MRI uses a strong magnetic field and radio waves to create detailed images of the organs and tissues within the body.
Magnetic Resonance Imaging (MRI) is an advanced imaging technique that uses large magnets, radio waves and a computer to produce very clear pictures of the body without the use of x-rays.
Magnetic Resonance Angiography (MRA) is a form of MRI that visualizes blood flow. IV contrast may be administered while performing an MRA to enhance the images obtained. MRA evaluates the severity of vascular diseases and can identify aneurysms, narrowing and obstructions or thrombosis in the arteries or veins.
We can study nearly every part of the body with an MRI. However, MRI’s are most often ordered to evaluate disorders of the brain, spine, bones and joints, soft tissue and some blood vessels.
MRI/MRA might not be an option if you have:
A cardiac pacemaker
Inner ear implants
An aneurysm clip
Metal sutures from recent surgery
Metal fragments in your eyes
Are pregnant (please discuss with your healthcare provider)
Contrast media is a substance that highlights certain tissues or blood vessels. The most common MRI contrast agent, gadolinium, is safe and easy to tolerate. It is usually given through an intravenous (IV) line. It is injected into the joint for an MR arthrogram. For minors, a parent or guardian must give written permission before we can administer the contrast media.
If your exam requires intravenous (IV) contrast, please eat or drink lightly, if at all, before your appointment. If you have medications prescribed by your healthcare provider, they can be taken with a sip of water. If you’ve had other imaging exams previously, it is helpful to bring the images with you for radiologist comparison. Wear comfortable clothing that does not have any metal, such as zippers, metal buttons or glitter. Plan to remove all hairpieces, pins, clips and barrettes. If you are in pain or claustrophobic, please discuss this with your healthcare provider at least one day prior to the test.
You may be asked to change into scrubs or a gown that we will provide. The technologist will help you onto the examination table. Once you are in place and comfortable, the exam will begin. During the exam, you will hear a knocking noise as the machine takes the images. You must be very still during the knocking. The knocking can be loud. We provide earplugs, and some facilities can play music through earphones to make this experience more relaxing. Through the entire test, a certified technologist is nearby if you need assistance or have questions.
Plan to spend approximately 1 hour with us. The length of time will depend on the type of exam your healthcare provider has ordered.
Once the exam is complete, a physician will review the study and dictate a report. This report will be sent to the doctor who ordered your study.
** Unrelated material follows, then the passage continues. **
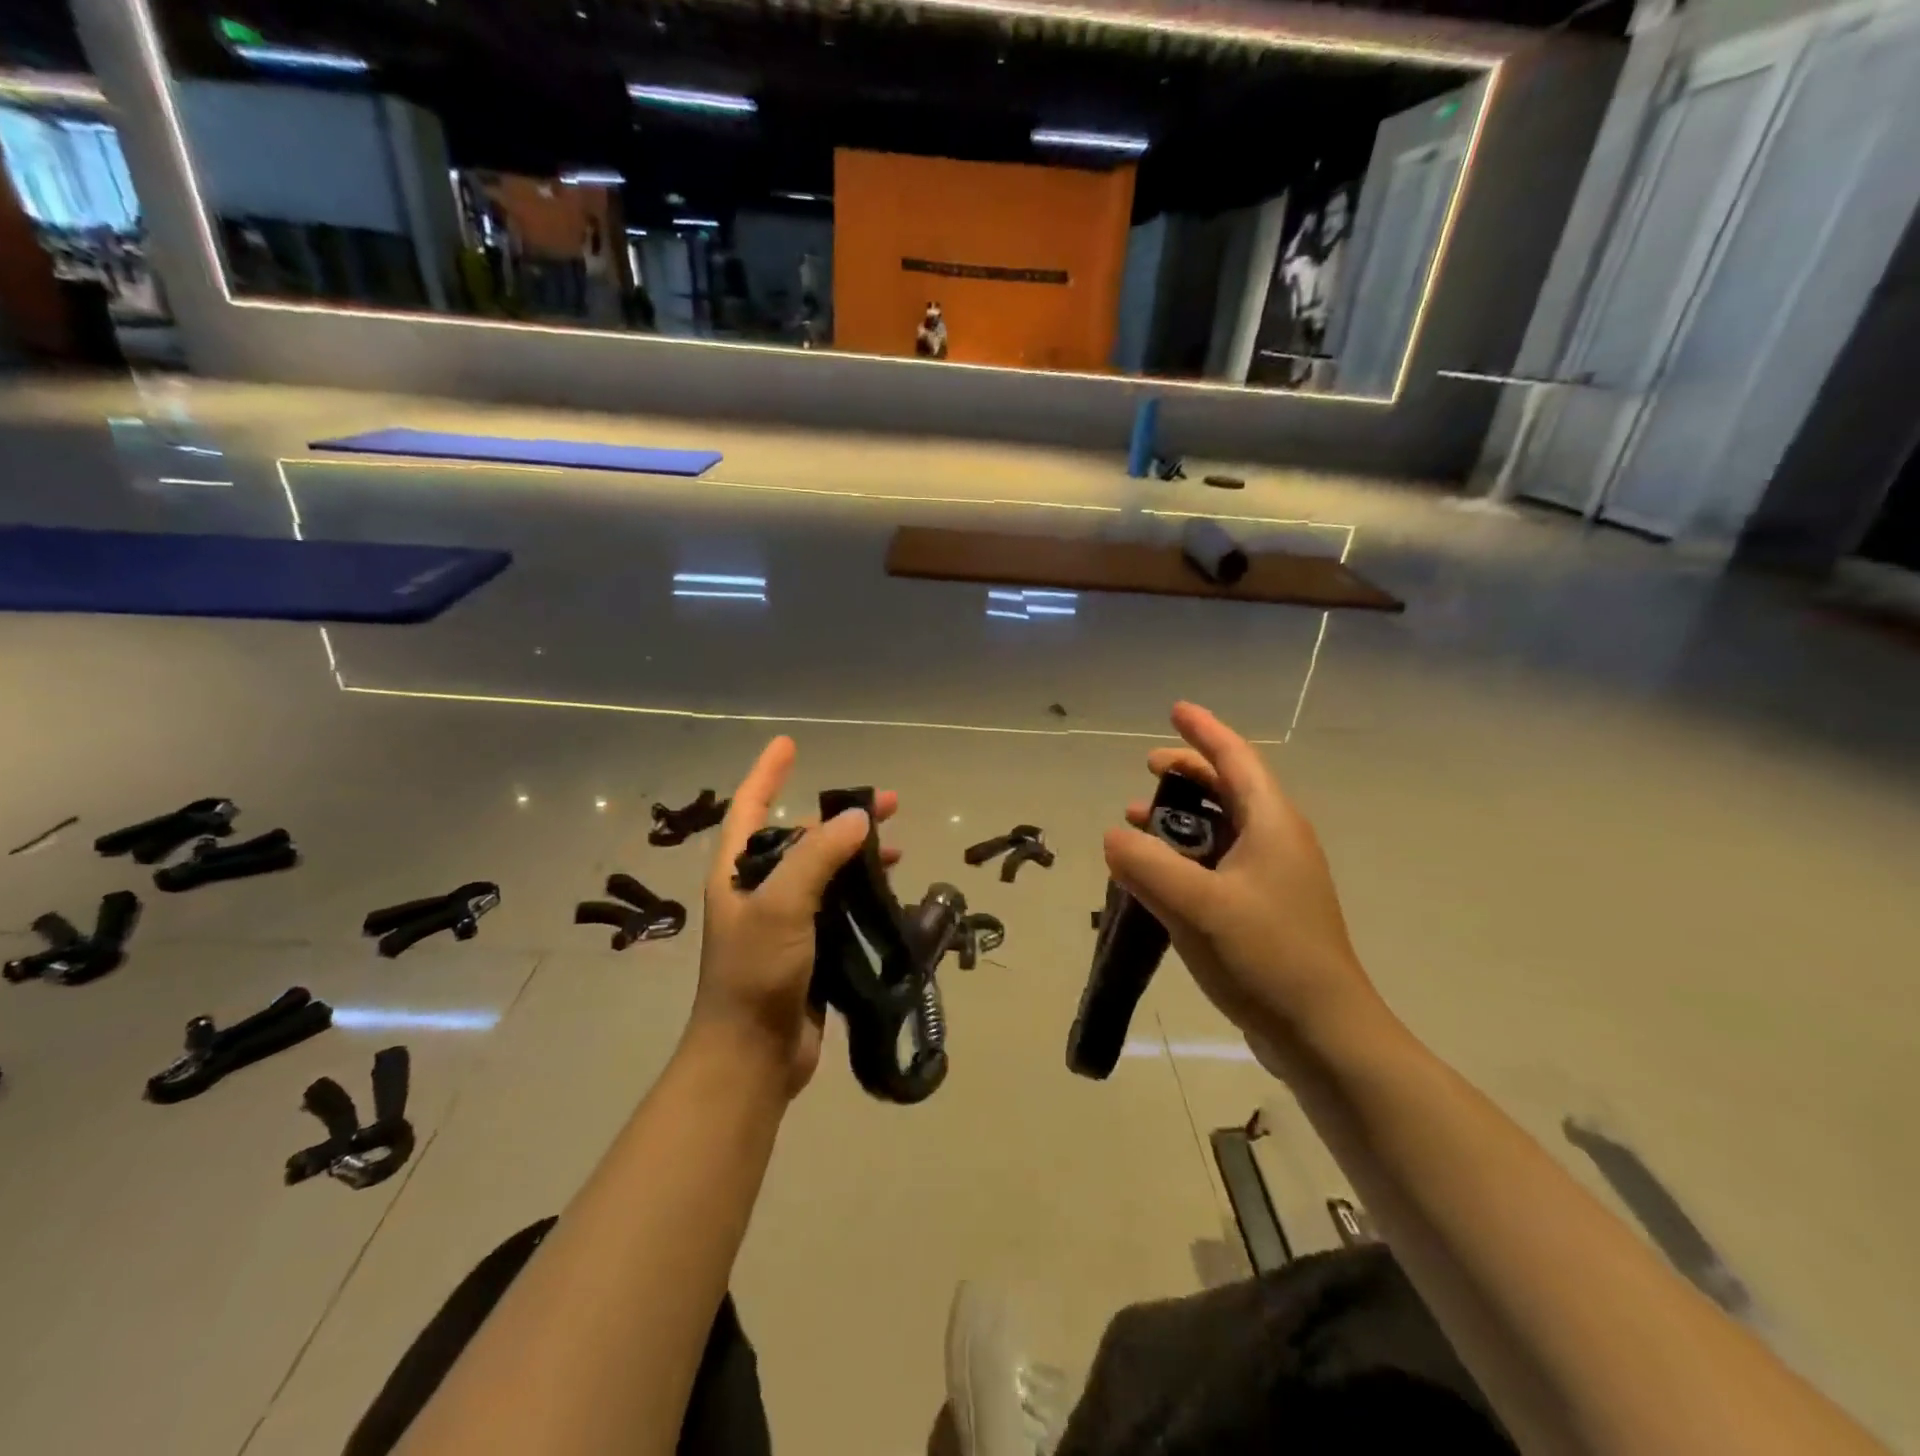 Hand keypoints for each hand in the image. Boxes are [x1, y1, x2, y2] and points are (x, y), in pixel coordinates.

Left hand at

We recommend that you call and schedule a follow-up appointment with your healthcare provider to discuss the results.
Typically, the healthcare provider calls, faxes or submits an online request for the MRI. Then we call you to confirm your appointment date and time. However, if your healthcare provider asks you to schedule your exam, simply call us. We will make sure the exam is timely and convenient and that it meets any special requirements of your insurance carrier and healthcare provider.
When you call, we will need to know which exam your healthcare provider ordered and why. We will also ask you for your insurance information. You will need to pay any co-pay or deductible at the time of the exam. We conveniently file your claim with your insurance provider.
Results are available within 24 – 48 hours.